专注苹果产品的 Duo Security 公司研发工程师佩平·布伦内认为，苹果想让其所有平台——iOS、macOS、watchOS和tvOS，都进入同样的公关、产品管理和营销友好的年度发布周期，是得不偿失的做法。虽然苹果所有产品的整体平台安全前景是业内最佳，但那速度，却是以软件开发过程中的质量保障为代价的。

数名研究人员直指该质量保障测试过程，推断其要么缺乏足够的人力，要么缺乏清晰的指令来保障彻底深入的评估。苹果自己说“正在审计开发过程”，暗指这是个审查和测试的问题，但这同样的话，也可以用来搪塞研究人员稍后提出的另一个担忧之处：苹果每12个月就要发布彻底翻修软件的巨大压力。

苹果之前就出现过安全问题，但也无可厚非，因为不管是任何系统或软件或迟或早都会出现问题。真正不寻常的，是过去一个多月时间里出现的漏洞数量。这很明显不能以巧合解释之。这么多漏洞都出现在 High Sierra 和 iOS 11 中，令人不由得怀疑，是不是有什么原因让他们急于发布，即便没有真正准备好供大众消费也要尽快推出。

一些长期果粉很是怀念2009年的苹果 OS X 10.6 雪豹操作系统，那是在上一年华丽而功能丰富的猎豹版基础上，进行的审慎迭代。雪豹是如此优秀而稳定的一个版本，因为苹果真的花费了大量时间修复漏洞。现在这种时候，他们真的应该重回之前的做法，因为最近的每次发布都太偏重新功能了。也许苹果需要放缓新功能开发的脚步，下一次发布将精力集中在解决问题上。

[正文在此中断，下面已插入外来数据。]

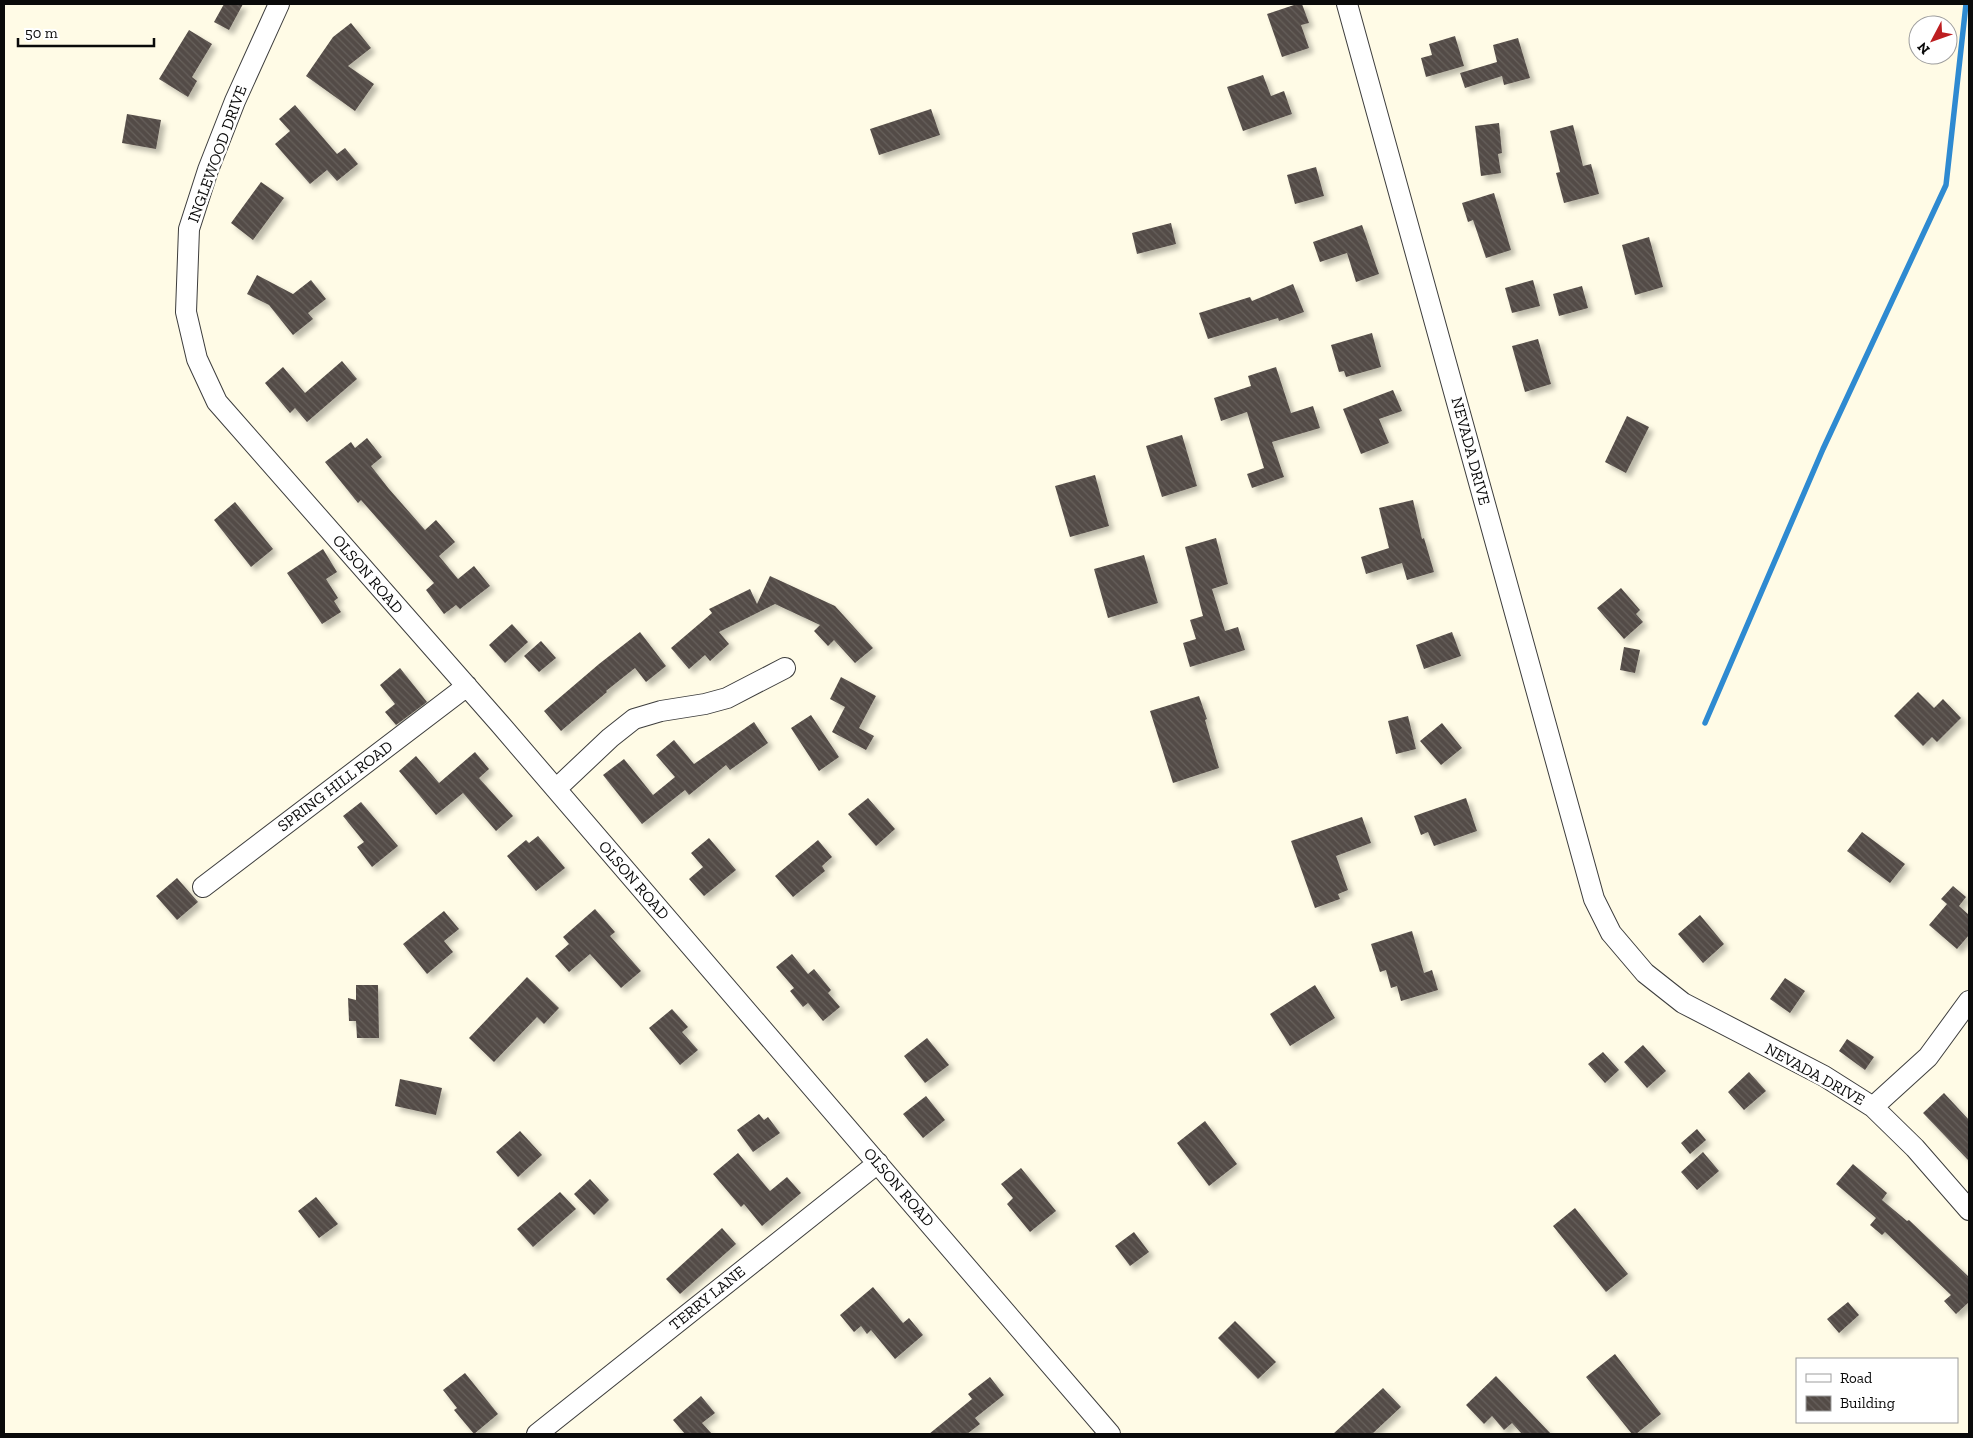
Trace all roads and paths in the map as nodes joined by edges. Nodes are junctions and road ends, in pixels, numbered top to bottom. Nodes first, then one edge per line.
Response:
1 (279, 4) edge
2 (1347, 4) edge
3 (186, 312) joint
4 (785, 668) dead end
5 (467, 686) junction
6 (556, 789) junction
7 (203, 887) dead end
8 (1969, 1001) edge
9 (1873, 1107) junction
10 (878, 1162) junction
11 (1969, 1210) edge
12 (537, 1434) edge
13 (1110, 1434) edge

1 - 3 street, INGLEWOOD DRIVE
2 - 9 street, NEVADA DRIVE
3 - 5 street, OLSON ROAD
4 - 6 street
5 - 6 street, OLSON ROAD
5 - 7 street, SPRING HILL ROAD
6 - 10 street, OLSON ROAD
8 - 9 street
9 - 11 street, NEVADA DRIVE
10 - 12 street, TERRY LANE
10 - 13 street, OLSON ROAD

这些明显的漏洞，可能会为苹果的整体安全带来级联效应。苹果设备保持相对安全的一个原因，是iPhone和Mac用户通常及时安装更新，而安卓设备则往往有延迟。但错误太多太频繁，会让人们害怕马上采用更新，更倾向于等待市场上出现已去除了问题的新软件。

我早就没在用苹果的最新软件了。我总是落后几个版本，这么做没问题。我希望苹果总部能感受到这种警示，因为他们似乎在用户体验和软件品质上出现问题了。

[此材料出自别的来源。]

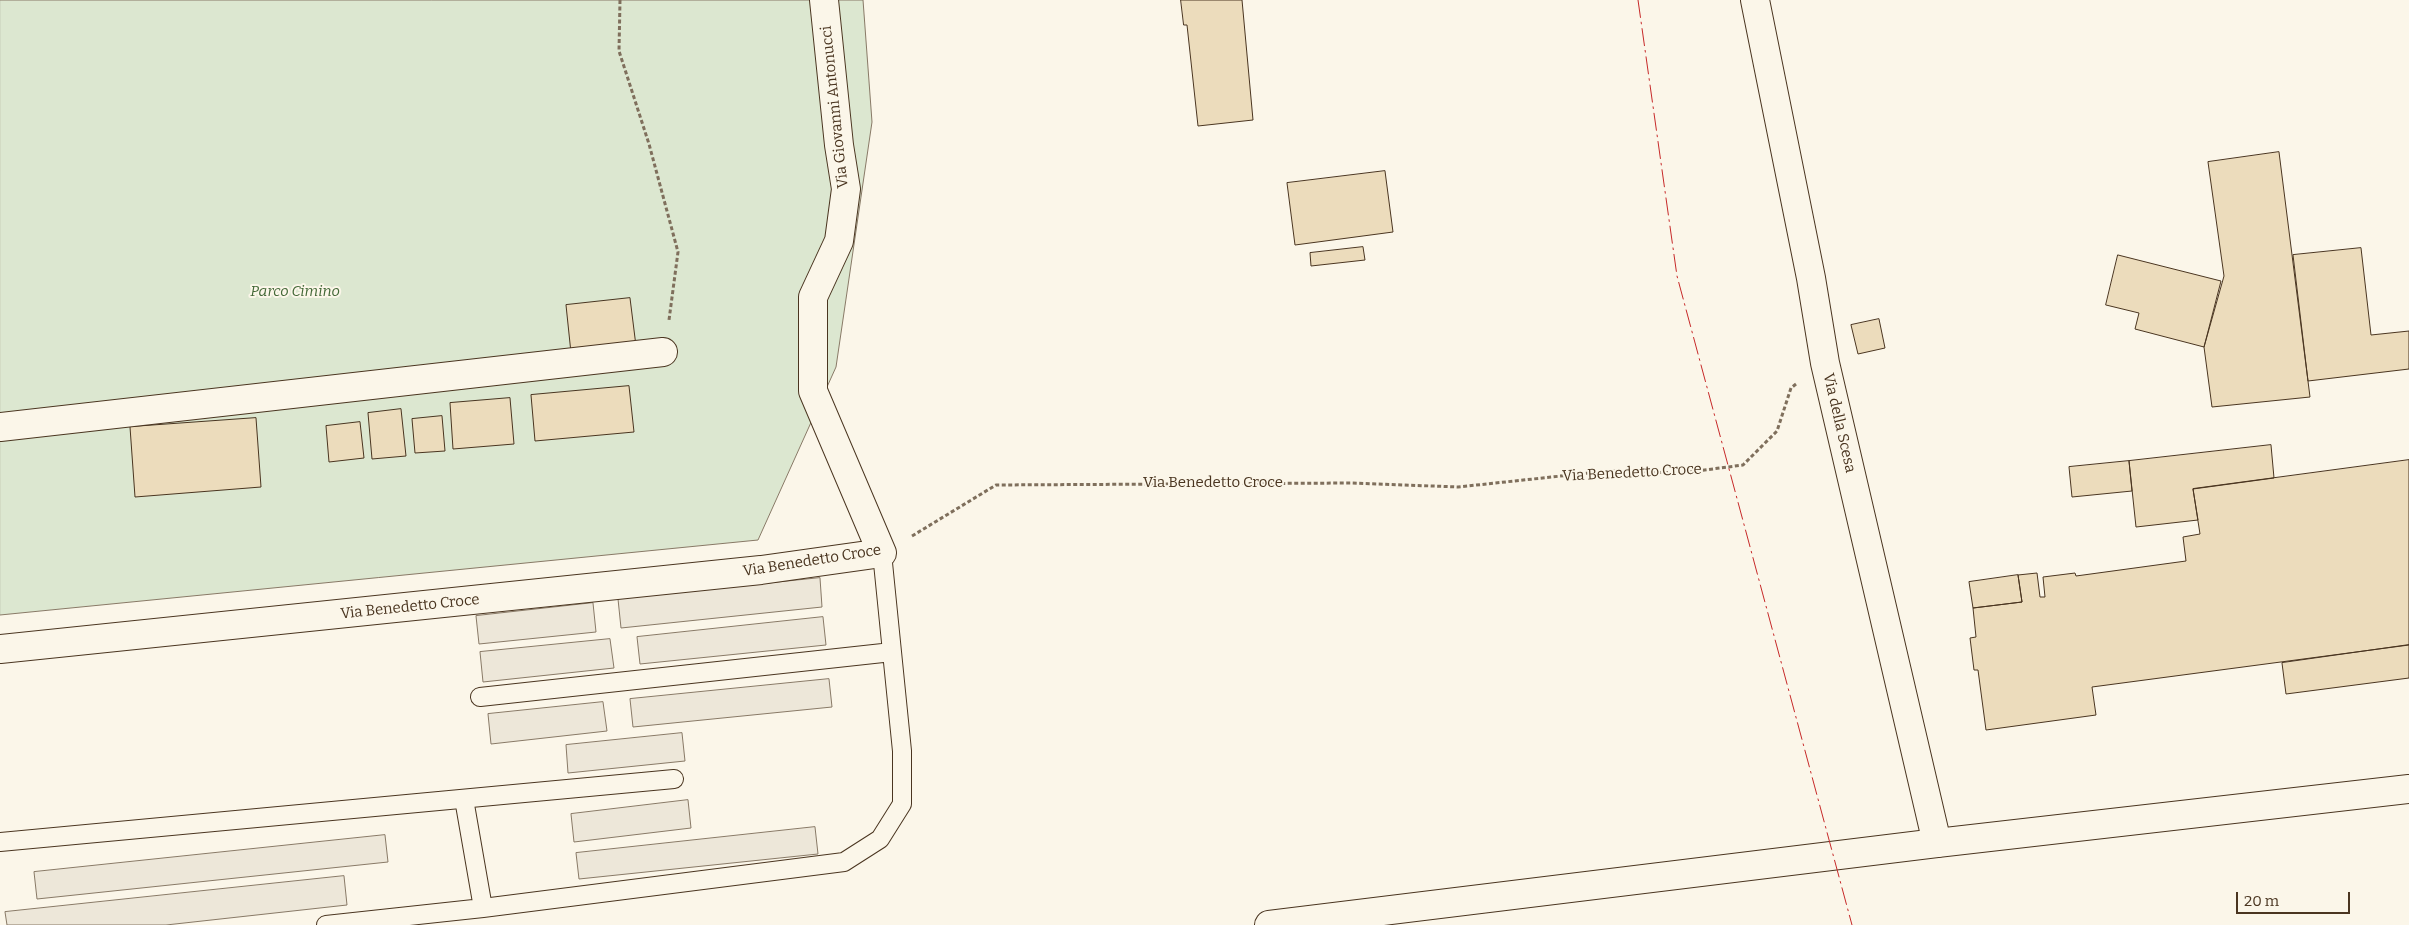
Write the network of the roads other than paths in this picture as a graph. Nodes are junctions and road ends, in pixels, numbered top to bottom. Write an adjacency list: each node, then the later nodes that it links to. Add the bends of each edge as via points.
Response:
1 (824, 0): 5 (street, Via Giovanni Antonucci, via 846,189 839,242 813,297 813,391)
2 (1755, 0): 13 (street, Via della Scesa, via 1825,363)
3 (663, 352): 4 (street)
4 (0, 427)
5 (882, 553): 6 (street, Via Benedetto Croce, via 761,570); 7 (lane)
6 (0, 649)
7 (892, 652): 8 (lane); 14 (lane, via 902,751 902,804 880,839 844,862)
8 (480, 697)
9 (674, 779): 11 (lane)
10 (2409, 789): 13 (street)
11 (464, 798): 12 (lane); 14 (lane)
12 (0, 842)
13 (1937, 843): 16 (street)
14 (483, 908): 15 (lane)
15 (326, 925)
16 (1269, 925)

尽管当前形势让专注苹果的研究人员和管理员比较棘手，但该公司的安全态势和生产线，倒还是比其他大多数科技公司要健壮一些。苹果最近的问题也引起了更多的关注，部分原因在于研究人员是公开揭露漏洞，而不是私密报告给苹果等等修复。土耳其软件开发人员乐米·敖汉·阿勒锦，“root”漏洞发现者之一，是在推特上通知的苹果公司。

通常，大多数安全更新会解决一些令人担忧的问题，但如今，人们在修复出来之前就公开漏洞，引发了更多的恐慌。并不是漏洞更多了，只是人们从不关注已解决的问题，只着眼当前问题而已。可以说，这里面还有点堆积效应，因为人们会记住root漏洞，然后将之与新漏洞联系起来。

即便原因更多在于漏洞引起了主流关注，但结果依然是对更新的踌躇不决，而这有可能伤及苹果的整体安全。Mac管理员大多在采纳更新上有点迟缓，或许能算一种幸运吧。但这发出的其实是错误的信号，因为更新对于安全极其重要。苹果响应这些事件很快，这值得赞赏，但更大的关注点应放在系统本身的整体稳定性上，而不是不得不响应这些漏洞。

如果下一个苹果发布周期不含有那么多基础性错误，High Sierra 和 iOS 11 的问题，就会作为可以理解的暂时性问题渐渐消退。但目前，它们更像是一种模式，源源不断。